*Instructions to follow:* The data below is to be set down exactly.

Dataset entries

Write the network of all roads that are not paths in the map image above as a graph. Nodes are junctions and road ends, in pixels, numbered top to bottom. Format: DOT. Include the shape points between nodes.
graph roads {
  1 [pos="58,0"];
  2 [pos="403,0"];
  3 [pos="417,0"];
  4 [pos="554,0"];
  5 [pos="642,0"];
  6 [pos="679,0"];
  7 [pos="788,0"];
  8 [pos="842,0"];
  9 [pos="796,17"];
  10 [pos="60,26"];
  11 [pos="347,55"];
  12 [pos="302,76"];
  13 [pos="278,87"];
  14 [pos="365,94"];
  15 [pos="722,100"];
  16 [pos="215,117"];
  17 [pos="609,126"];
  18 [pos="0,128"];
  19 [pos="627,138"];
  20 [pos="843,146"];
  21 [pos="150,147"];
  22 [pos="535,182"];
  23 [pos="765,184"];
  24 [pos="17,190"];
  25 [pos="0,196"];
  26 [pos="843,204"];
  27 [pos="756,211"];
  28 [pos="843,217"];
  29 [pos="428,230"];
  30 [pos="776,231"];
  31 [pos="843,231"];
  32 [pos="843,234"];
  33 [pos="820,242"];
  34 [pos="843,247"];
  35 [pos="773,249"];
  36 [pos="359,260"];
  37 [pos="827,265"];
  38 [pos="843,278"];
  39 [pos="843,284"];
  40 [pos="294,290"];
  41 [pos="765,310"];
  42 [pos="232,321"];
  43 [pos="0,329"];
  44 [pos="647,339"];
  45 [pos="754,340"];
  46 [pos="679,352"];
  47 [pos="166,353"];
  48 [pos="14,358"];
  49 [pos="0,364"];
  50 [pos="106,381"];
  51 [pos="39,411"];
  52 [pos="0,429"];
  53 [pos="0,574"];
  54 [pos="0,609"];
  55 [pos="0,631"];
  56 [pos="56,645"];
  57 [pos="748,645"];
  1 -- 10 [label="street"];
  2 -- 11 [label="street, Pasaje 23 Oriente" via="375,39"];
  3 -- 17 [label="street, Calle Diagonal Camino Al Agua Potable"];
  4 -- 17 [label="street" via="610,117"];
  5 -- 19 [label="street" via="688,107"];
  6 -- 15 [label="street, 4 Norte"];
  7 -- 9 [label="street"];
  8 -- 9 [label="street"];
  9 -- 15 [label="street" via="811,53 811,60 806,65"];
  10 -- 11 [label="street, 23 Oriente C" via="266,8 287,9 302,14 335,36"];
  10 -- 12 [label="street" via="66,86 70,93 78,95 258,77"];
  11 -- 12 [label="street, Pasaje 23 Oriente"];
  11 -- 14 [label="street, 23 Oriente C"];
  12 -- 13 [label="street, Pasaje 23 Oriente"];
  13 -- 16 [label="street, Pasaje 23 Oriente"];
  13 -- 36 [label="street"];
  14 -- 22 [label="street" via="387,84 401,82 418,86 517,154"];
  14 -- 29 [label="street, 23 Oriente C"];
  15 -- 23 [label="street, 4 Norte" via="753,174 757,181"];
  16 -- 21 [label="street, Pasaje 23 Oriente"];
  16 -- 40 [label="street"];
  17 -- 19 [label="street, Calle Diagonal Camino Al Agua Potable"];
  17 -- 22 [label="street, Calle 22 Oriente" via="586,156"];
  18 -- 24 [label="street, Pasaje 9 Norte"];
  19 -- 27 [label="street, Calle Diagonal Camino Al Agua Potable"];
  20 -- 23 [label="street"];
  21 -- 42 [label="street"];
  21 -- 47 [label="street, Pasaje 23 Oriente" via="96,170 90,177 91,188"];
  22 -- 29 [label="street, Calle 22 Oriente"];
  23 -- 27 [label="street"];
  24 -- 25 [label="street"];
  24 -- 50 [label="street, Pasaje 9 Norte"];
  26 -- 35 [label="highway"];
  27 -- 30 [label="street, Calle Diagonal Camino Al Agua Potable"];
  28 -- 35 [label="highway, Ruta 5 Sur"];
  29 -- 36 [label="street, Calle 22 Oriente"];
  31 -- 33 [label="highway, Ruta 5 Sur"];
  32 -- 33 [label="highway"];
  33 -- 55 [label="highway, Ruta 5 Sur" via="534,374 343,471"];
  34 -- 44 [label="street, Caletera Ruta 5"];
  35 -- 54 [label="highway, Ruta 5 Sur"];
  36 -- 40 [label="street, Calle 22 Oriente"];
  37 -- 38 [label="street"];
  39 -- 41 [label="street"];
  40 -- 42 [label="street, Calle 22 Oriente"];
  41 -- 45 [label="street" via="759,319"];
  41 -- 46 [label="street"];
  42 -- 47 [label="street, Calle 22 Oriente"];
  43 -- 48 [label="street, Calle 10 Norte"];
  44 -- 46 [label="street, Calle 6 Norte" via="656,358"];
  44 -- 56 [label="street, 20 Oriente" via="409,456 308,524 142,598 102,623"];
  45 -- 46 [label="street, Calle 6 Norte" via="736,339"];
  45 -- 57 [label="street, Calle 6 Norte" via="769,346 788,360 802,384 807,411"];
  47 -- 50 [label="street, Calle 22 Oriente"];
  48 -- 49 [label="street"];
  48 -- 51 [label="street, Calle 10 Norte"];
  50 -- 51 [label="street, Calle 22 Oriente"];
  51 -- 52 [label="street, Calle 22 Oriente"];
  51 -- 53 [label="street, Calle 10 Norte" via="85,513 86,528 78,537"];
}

*Exercise response:*
Write the network of all roads that are not paths in the map image above as a graph. Nodes are junctions and road ends, in pixels, numbered top to bottom. Format: DOT. Include the shape points between nodes.
graph roads {
  1 [pos="58,0"];
  2 [pos="403,0"];
  3 [pos="417,0"];
  4 [pos="554,0"];
  5 [pos="642,0"];
  6 [pos="679,0"];
  7 [pos="788,0"];
  8 [pos="842,0"];
  9 [pos="796,17"];
  10 [pos="60,26"];
  11 [pos="347,55"];
  12 [pos="302,76"];
  13 [pos="278,87"];
  14 [pos="365,94"];
  15 [pos="722,100"];
  16 [pos="215,117"];
  17 [pos="609,126"];
  18 [pos="0,128"];
  19 [pos="627,138"];
  20 [pos="843,146"];
  21 [pos="150,147"];
  22 [pos="535,182"];
  23 [pos="765,184"];
  24 [pos="17,190"];
  25 [pos="0,196"];
  26 [pos="843,204"];
  27 [pos="756,211"];
  28 [pos="843,217"];
  29 [pos="428,230"];
  30 [pos="776,231"];
  31 [pos="843,231"];
  32 [pos="843,234"];
  33 [pos="820,242"];
  34 [pos="843,247"];
  35 [pos="773,249"];
  36 [pos="359,260"];
  37 [pos="827,265"];
  38 [pos="843,278"];
  39 [pos="843,284"];
  40 [pos="294,290"];
  41 [pos="765,310"];
  42 [pos="232,321"];
  43 [pos="0,329"];
  44 [pos="647,339"];
  45 [pos="754,340"];
  46 [pos="679,352"];
  47 [pos="166,353"];
  48 [pos="14,358"];
  49 [pos="0,364"];
  50 [pos="106,381"];
  51 [pos="39,411"];
  52 [pos="0,429"];
  53 [pos="0,574"];
  54 [pos="0,609"];
  55 [pos="0,631"];
  56 [pos="56,645"];
  57 [pos="748,645"];
  1 -- 10 [label="street"];
  2 -- 11 [label="street, Pasaje 23 Oriente" via="375,39"];
  3 -- 17 [label="street, Calle Diagonal Camino Al Agua Potable"];
  4 -- 17 [label="street" via="610,117"];
  5 -- 19 [label="street" via="688,107"];
  6 -- 15 [label="street, 4 Norte"];
  7 -- 9 [label="street"];
  8 -- 9 [label="street"];
  9 -- 15 [label="street" via="811,53 811,60 806,65"];
  10 -- 11 [label="street, 23 Oriente C" via="266,8 287,9 302,14 335,36"];
  10 -- 12 [label="street" via="66,86 70,93 78,95 258,77"];
  11 -- 12 [label="street, Pasaje 23 Oriente"];
  11 -- 14 [label="street, 23 Oriente C"];
  12 -- 13 [label="street, Pasaje 23 Oriente"];
  13 -- 16 [label="street, Pasaje 23 Oriente"];
  13 -- 36 [label="street"];
  14 -- 22 [label="street" via="387,84 401,82 418,86 517,154"];
  14 -- 29 [label="street, 23 Oriente C"];
  15 -- 23 [label="street, 4 Norte" via="753,174 757,181"];
  16 -- 21 [label="street, Pasaje 23 Oriente"];
  16 -- 40 [label="street"];
  17 -- 19 [label="street, Calle Diagonal Camino Al Agua Potable"];
  17 -- 22 [label="street, Calle 22 Oriente" via="586,156"];
  18 -- 24 [label="street, Pasaje 9 Norte"];
  19 -- 27 [label="street, Calle Diagonal Camino Al Agua Potable"];
  20 -- 23 [label="street"];
  21 -- 42 [label="street"];
  21 -- 47 [label="street, Pasaje 23 Oriente" via="96,170 90,177 91,188"];
  22 -- 29 [label="street, Calle 22 Oriente"];
  23 -- 27 [label="street"];
  24 -- 25 [label="street"];
  24 -- 50 [label="street, Pasaje 9 Norte"];
  26 -- 35 [label="highway"];
  27 -- 30 [label="street, Calle Diagonal Camino Al Agua Potable"];
  28 -- 35 [label="highway, Ruta 5 Sur"];
  29 -- 36 [label="street, Calle 22 Oriente"];
  31 -- 33 [label="highway, Ruta 5 Sur"];
  32 -- 33 [label="highway"];
  33 -- 55 [label="highway, Ruta 5 Sur" via="534,374 343,471"];
  34 -- 44 [label="street, Caletera Ruta 5"];
  35 -- 54 [label="highway, Ruta 5 Sur"];
  36 -- 40 [label="street, Calle 22 Oriente"];
  37 -- 38 [label="street"];
  39 -- 41 [label="street"];
  40 -- 42 [label="street, Calle 22 Oriente"];
  41 -- 45 [label="street" via="759,319"];
  41 -- 46 [label="street"];
  42 -- 47 [label="street, Calle 22 Oriente"];
  43 -- 48 [label="street, Calle 10 Norte"];
  44 -- 46 [label="street, Calle 6 Norte" via="656,358"];
  44 -- 56 [label="street, 20 Oriente" via="409,456 308,524 142,598 102,623"];
  45 -- 46 [label="street, Calle 6 Norte" via="736,339"];
  45 -- 57 [label="street, Calle 6 Norte" via="769,346 788,360 802,384 807,411"];
  47 -- 50 [label="street, Calle 22 Oriente"];
  48 -- 49 [label="street"];
  48 -- 51 [label="street, Calle 10 Norte"];
  50 -- 51 [label="street, Calle 22 Oriente"];
  51 -- 52 [label="street, Calle 22 Oriente"];
  51 -- 53 [label="street, Calle 10 Norte" via="85,513 86,528 78,537"];
}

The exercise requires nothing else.